INPUT RECORDS |

------------------------

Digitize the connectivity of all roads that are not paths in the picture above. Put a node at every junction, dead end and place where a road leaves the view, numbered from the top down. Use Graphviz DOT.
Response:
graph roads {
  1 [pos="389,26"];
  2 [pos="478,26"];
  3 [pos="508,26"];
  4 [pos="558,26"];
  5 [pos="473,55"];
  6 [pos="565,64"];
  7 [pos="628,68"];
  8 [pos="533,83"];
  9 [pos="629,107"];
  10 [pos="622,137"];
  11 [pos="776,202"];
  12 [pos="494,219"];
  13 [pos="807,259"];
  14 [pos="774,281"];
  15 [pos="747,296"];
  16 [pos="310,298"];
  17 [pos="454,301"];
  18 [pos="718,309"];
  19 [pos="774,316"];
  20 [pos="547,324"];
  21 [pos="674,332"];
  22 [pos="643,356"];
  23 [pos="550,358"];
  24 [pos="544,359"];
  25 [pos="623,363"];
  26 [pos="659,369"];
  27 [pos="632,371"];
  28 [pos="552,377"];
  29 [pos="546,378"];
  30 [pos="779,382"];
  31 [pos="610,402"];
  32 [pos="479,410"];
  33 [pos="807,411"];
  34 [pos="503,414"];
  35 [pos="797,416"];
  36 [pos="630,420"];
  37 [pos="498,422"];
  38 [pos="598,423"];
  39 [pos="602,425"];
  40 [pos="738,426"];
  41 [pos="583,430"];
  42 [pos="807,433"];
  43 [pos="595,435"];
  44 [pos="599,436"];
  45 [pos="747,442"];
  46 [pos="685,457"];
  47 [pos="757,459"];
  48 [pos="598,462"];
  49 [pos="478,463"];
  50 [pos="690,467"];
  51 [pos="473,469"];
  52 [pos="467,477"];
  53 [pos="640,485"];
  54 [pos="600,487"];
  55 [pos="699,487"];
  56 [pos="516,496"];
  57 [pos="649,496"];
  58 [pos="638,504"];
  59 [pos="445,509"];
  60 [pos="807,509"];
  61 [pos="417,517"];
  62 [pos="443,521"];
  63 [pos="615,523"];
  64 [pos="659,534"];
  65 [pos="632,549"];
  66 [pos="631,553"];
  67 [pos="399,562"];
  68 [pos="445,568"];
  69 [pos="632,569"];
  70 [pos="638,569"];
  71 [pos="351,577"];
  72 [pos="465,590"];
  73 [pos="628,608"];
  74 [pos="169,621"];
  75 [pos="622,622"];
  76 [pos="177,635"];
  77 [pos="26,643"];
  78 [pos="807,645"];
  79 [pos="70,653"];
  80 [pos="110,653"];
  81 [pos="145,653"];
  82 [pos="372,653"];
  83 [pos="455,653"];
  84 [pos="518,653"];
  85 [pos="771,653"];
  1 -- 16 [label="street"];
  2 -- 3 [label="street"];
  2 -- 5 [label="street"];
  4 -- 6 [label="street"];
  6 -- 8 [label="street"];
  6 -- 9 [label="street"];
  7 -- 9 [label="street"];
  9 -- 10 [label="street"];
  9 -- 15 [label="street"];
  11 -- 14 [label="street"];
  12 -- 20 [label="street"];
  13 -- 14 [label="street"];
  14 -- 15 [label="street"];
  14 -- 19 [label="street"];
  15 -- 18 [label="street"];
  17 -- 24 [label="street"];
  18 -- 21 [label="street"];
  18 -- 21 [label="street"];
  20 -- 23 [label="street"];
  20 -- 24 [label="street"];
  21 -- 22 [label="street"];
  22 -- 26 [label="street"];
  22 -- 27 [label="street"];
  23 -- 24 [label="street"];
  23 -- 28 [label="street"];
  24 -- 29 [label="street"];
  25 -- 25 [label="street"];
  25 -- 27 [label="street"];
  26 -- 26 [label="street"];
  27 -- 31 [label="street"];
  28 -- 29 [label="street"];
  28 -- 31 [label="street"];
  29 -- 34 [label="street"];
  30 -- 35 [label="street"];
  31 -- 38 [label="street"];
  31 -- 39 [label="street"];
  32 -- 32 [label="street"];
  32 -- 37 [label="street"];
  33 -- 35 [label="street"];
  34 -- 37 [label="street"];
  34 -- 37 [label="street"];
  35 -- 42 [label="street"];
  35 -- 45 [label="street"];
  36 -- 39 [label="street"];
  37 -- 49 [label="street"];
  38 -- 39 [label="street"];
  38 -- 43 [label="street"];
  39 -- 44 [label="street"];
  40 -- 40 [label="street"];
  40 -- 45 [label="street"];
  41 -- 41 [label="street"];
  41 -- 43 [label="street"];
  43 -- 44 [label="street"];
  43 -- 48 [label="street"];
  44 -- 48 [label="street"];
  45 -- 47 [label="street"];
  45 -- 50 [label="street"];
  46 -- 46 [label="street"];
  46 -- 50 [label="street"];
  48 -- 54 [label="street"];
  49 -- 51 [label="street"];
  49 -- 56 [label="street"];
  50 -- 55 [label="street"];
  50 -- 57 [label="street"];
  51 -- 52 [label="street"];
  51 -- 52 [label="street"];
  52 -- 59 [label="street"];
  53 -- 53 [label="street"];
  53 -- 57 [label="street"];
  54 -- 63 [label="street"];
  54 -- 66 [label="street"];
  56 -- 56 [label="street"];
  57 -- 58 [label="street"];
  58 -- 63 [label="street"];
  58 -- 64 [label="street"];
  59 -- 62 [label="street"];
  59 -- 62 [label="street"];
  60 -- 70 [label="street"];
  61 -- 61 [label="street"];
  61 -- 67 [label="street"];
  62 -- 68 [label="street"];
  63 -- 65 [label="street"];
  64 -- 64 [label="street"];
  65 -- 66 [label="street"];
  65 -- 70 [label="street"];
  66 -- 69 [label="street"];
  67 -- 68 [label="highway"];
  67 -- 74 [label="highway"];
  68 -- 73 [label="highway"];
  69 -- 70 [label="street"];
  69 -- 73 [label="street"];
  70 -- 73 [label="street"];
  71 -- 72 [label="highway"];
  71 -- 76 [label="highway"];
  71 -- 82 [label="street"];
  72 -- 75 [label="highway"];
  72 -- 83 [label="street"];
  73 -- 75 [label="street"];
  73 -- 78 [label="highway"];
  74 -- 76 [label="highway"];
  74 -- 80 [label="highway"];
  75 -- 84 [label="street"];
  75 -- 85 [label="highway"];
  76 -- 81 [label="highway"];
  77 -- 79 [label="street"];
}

------------------------

The answer should repeat every line of the listing exactly.

Digitize the connectivity of all roads that are not paths in the picture above. Put a node at every junction, dead end and place where a road leaves the view, numbered from the top down. Use Graphviz DOT.
Response:
graph roads {
  1 [pos="389,26"];
  2 [pos="478,26"];
  3 [pos="508,26"];
  4 [pos="558,26"];
  5 [pos="473,55"];
  6 [pos="565,64"];
  7 [pos="628,68"];
  8 [pos="533,83"];
  9 [pos="629,107"];
  10 [pos="622,137"];
  11 [pos="776,202"];
  12 [pos="494,219"];
  13 [pos="807,259"];
  14 [pos="774,281"];
  15 [pos="747,296"];
  16 [pos="310,298"];
  17 [pos="454,301"];
  18 [pos="718,309"];
  19 [pos="774,316"];
  20 [pos="547,324"];
  21 [pos="674,332"];
  22 [pos="643,356"];
  23 [pos="550,358"];
  24 [pos="544,359"];
  25 [pos="623,363"];
  26 [pos="659,369"];
  27 [pos="632,371"];
  28 [pos="552,377"];
  29 [pos="546,378"];
  30 [pos="779,382"];
  31 [pos="610,402"];
  32 [pos="479,410"];
  33 [pos="807,411"];
  34 [pos="503,414"];
  35 [pos="797,416"];
  36 [pos="630,420"];
  37 [pos="498,422"];
  38 [pos="598,423"];
  39 [pos="602,425"];
  40 [pos="738,426"];
  41 [pos="583,430"];
  42 [pos="807,433"];
  43 [pos="595,435"];
  44 [pos="599,436"];
  45 [pos="747,442"];
  46 [pos="685,457"];
  47 [pos="757,459"];
  48 [pos="598,462"];
  49 [pos="478,463"];
  50 [pos="690,467"];
  51 [pos="473,469"];
  52 [pos="467,477"];
  53 [pos="640,485"];
  54 [pos="600,487"];
  55 [pos="699,487"];
  56 [pos="516,496"];
  57 [pos="649,496"];
  58 [pos="638,504"];
  59 [pos="445,509"];
  60 [pos="807,509"];
  61 [pos="417,517"];
  62 [pos="443,521"];
  63 [pos="615,523"];
  64 [pos="659,534"];
  65 [pos="632,549"];
  66 [pos="631,553"];
  67 [pos="399,562"];
  68 [pos="445,568"];
  69 [pos="632,569"];
  70 [pos="638,569"];
  71 [pos="351,577"];
  72 [pos="465,590"];
  73 [pos="628,608"];
  74 [pos="169,621"];
  75 [pos="622,622"];
  76 [pos="177,635"];
  77 [pos="26,643"];
  78 [pos="807,645"];
  79 [pos="70,653"];
  80 [pos="110,653"];
  81 [pos="145,653"];
  82 [pos="372,653"];
  83 [pos="455,653"];
  84 [pos="518,653"];
  85 [pos="771,653"];
  1 -- 16 [label="street"];
  2 -- 3 [label="street"];
  2 -- 5 [label="street"];
  4 -- 6 [label="street"];
  6 -- 8 [label="street"];
  6 -- 9 [label="street"];
  7 -- 9 [label="street"];
  9 -- 10 [label="street"];
  9 -- 15 [label="street"];
  11 -- 14 [label="street"];
  12 -- 20 [label="street"];
  13 -- 14 [label="street"];
  14 -- 15 [label="street"];
  14 -- 19 [label="street"];
  15 -- 18 [label="street"];
  17 -- 24 [label="street"];
  18 -- 21 [label="street"];
  18 -- 21 [label="street"];
  20 -- 23 [label="street"];
  20 -- 24 [label="street"];
  21 -- 22 [label="street"];
  22 -- 26 [label="street"];
  22 -- 27 [label="street"];
  23 -- 24 [label="street"];
  23 -- 28 [label="street"];
  24 -- 29 [label="street"];
  25 -- 25 [label="street"];
  25 -- 27 [label="street"];
  26 -- 26 [label="street"];
  27 -- 31 [label="street"];
  28 -- 29 [label="street"];
  28 -- 31 [label="street"];
  29 -- 34 [label="street"];
  30 -- 35 [label="street"];
  31 -- 38 [label="street"];
  31 -- 39 [label="street"];
  32 -- 32 [label="street"];
  32 -- 37 [label="street"];
  33 -- 35 [label="street"];
  34 -- 37 [label="street"];
  34 -- 37 [label="street"];
  35 -- 42 [label="street"];
  35 -- 45 [label="street"];
  36 -- 39 [label="street"];
  37 -- 49 [label="street"];
  38 -- 39 [label="street"];
  38 -- 43 [label="street"];
  39 -- 44 [label="street"];
  40 -- 40 [label="street"];
  40 -- 45 [label="street"];
  41 -- 41 [label="street"];
  41 -- 43 [label="street"];
  43 -- 44 [label="street"];
  43 -- 48 [label="street"];
  44 -- 48 [label="street"];
  45 -- 47 [label="street"];
  45 -- 50 [label="street"];
  46 -- 46 [label="street"];
  46 -- 50 [label="street"];
  48 -- 54 [label="street"];
  49 -- 51 [label="street"];
  49 -- 56 [label="street"];
  50 -- 55 [label="street"];
  50 -- 57 [label="street"];
  51 -- 52 [label="street"];
  51 -- 52 [label="street"];
  52 -- 59 [label="street"];
  53 -- 53 [label="street"];
  53 -- 57 [label="street"];
  54 -- 63 [label="street"];
  54 -- 66 [label="street"];
  56 -- 56 [label="street"];
  57 -- 58 [label="street"];
  58 -- 63 [label="street"];
  58 -- 64 [label="street"];
  59 -- 62 [label="street"];
  59 -- 62 [label="street"];
  60 -- 70 [label="street"];
  61 -- 61 [label="street"];
  61 -- 67 [label="street"];
  62 -- 68 [label="street"];
  63 -- 65 [label="street"];
  64 -- 64 [label="street"];
  65 -- 66 [label="street"];
  65 -- 70 [label="street"];
  66 -- 69 [label="street"];
  67 -- 68 [label="highway"];
  67 -- 74 [label="highway"];
  68 -- 73 [label="highway"];
  69 -- 70 [label="street"];
  69 -- 73 [label="street"];
  70 -- 73 [label="street"];
  71 -- 72 [label="highway"];
  71 -- 76 [label="highway"];
  71 -- 82 [label="street"];
  72 -- 75 [label="highway"];
  72 -- 83 [label="street"];
  73 -- 75 [label="street"];
  73 -- 78 [label="highway"];
  74 -- 76 [label="highway"];
  74 -- 80 [label="highway"];
  75 -- 84 [label="street"];
  75 -- 85 [label="highway"];
  76 -- 81 [label="highway"];
  77 -- 79 [label="street"];
}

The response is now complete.